Stored data entries
____________________
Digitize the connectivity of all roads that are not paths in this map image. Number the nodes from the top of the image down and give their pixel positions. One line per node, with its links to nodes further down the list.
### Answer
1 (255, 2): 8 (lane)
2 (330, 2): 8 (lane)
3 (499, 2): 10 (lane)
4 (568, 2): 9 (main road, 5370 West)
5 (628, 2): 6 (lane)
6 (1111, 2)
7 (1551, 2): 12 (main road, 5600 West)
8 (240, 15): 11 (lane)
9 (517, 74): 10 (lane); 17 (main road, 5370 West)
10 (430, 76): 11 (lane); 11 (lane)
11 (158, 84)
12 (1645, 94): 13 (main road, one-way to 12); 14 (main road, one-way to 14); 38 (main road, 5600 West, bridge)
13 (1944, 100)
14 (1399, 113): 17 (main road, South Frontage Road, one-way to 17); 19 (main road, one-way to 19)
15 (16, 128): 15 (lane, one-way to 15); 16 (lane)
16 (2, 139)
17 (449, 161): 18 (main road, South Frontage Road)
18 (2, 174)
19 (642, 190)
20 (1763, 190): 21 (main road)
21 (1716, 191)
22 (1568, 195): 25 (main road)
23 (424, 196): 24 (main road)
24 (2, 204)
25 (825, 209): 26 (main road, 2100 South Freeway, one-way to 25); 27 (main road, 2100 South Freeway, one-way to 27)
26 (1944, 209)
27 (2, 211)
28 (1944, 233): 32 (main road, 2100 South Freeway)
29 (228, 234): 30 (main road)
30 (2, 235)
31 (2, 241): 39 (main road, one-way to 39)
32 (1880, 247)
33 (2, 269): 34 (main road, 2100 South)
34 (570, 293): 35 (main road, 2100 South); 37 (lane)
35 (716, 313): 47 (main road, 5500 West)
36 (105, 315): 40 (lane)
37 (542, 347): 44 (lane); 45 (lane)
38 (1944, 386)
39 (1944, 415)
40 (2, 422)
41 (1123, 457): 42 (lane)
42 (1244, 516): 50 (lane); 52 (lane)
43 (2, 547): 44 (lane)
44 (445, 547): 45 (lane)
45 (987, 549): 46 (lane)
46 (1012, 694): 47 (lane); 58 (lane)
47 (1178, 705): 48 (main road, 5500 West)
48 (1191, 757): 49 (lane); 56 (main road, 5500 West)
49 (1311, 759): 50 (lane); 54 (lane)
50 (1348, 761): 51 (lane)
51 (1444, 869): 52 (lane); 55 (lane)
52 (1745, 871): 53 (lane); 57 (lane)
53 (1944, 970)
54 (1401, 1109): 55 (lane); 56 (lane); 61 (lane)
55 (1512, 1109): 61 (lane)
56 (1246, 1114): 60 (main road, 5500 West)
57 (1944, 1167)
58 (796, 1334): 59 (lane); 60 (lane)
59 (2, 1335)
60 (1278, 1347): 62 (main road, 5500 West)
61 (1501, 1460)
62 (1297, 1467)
____________________
ACTION ITEM
Copy every record above exactly as it stands.

EXERCISE RESULT
Digitize the connectivity of all roads that are not paths in this map image. Number the nodes from the top of the image down and give their pixel positions. One line per node, with its links to nodes further down the list.
### Answer
1 (255, 2): 8 (lane)
2 (330, 2): 8 (lane)
3 (499, 2): 10 (lane)
4 (568, 2): 9 (main road, 5370 West)
5 (628, 2): 6 (lane)
6 (1111, 2)
7 (1551, 2): 12 (main road, 5600 West)
8 (240, 15): 11 (lane)
9 (517, 74): 10 (lane); 17 (main road, 5370 West)
10 (430, 76): 11 (lane); 11 (lane)
11 (158, 84)
12 (1645, 94): 13 (main road, one-way to 12); 14 (main road, one-way to 14); 38 (main road, 5600 West, bridge)
13 (1944, 100)
14 (1399, 113): 17 (main road, South Frontage Road, one-way to 17); 19 (main road, one-way to 19)
15 (16, 128): 15 (lane, one-way to 15); 16 (lane)
16 (2, 139)
17 (449, 161): 18 (main road, South Frontage Road)
18 (2, 174)
19 (642, 190)
20 (1763, 190): 21 (main road)
21 (1716, 191)
22 (1568, 195): 25 (main road)
23 (424, 196): 24 (main road)
24 (2, 204)
25 (825, 209): 26 (main road, 2100 South Freeway, one-way to 25); 27 (main road, 2100 South Freeway, one-way to 27)
26 (1944, 209)
27 (2, 211)
28 (1944, 233): 32 (main road, 2100 South Freeway)
29 (228, 234): 30 (main road)
30 (2, 235)
31 (2, 241): 39 (main road, one-way to 39)
32 (1880, 247)
33 (2, 269): 34 (main road, 2100 South)
34 (570, 293): 35 (main road, 2100 South); 37 (lane)
35 (716, 313): 47 (main road, 5500 West)
36 (105, 315): 40 (lane)
37 (542, 347): 44 (lane); 45 (lane)
38 (1944, 386)
39 (1944, 415)
40 (2, 422)
41 (1123, 457): 42 (lane)
42 (1244, 516): 50 (lane); 52 (lane)
43 (2, 547): 44 (lane)
44 (445, 547): 45 (lane)
45 (987, 549): 46 (lane)
46 (1012, 694): 47 (lane); 58 (lane)
47 (1178, 705): 48 (main road, 5500 West)
48 (1191, 757): 49 (lane); 56 (main road, 5500 West)
49 (1311, 759): 50 (lane); 54 (lane)
50 (1348, 761): 51 (lane)
51 (1444, 869): 52 (lane); 55 (lane)
52 (1745, 871): 53 (lane); 57 (lane)
53 (1944, 970)
54 (1401, 1109): 55 (lane); 56 (lane); 61 (lane)
55 (1512, 1109): 61 (lane)
56 (1246, 1114): 60 (main road, 5500 West)
57 (1944, 1167)
58 (796, 1334): 59 (lane); 60 (lane)
59 (2, 1335)
60 (1278, 1347): 62 (main road, 5500 West)
61 (1501, 1460)
62 (1297, 1467)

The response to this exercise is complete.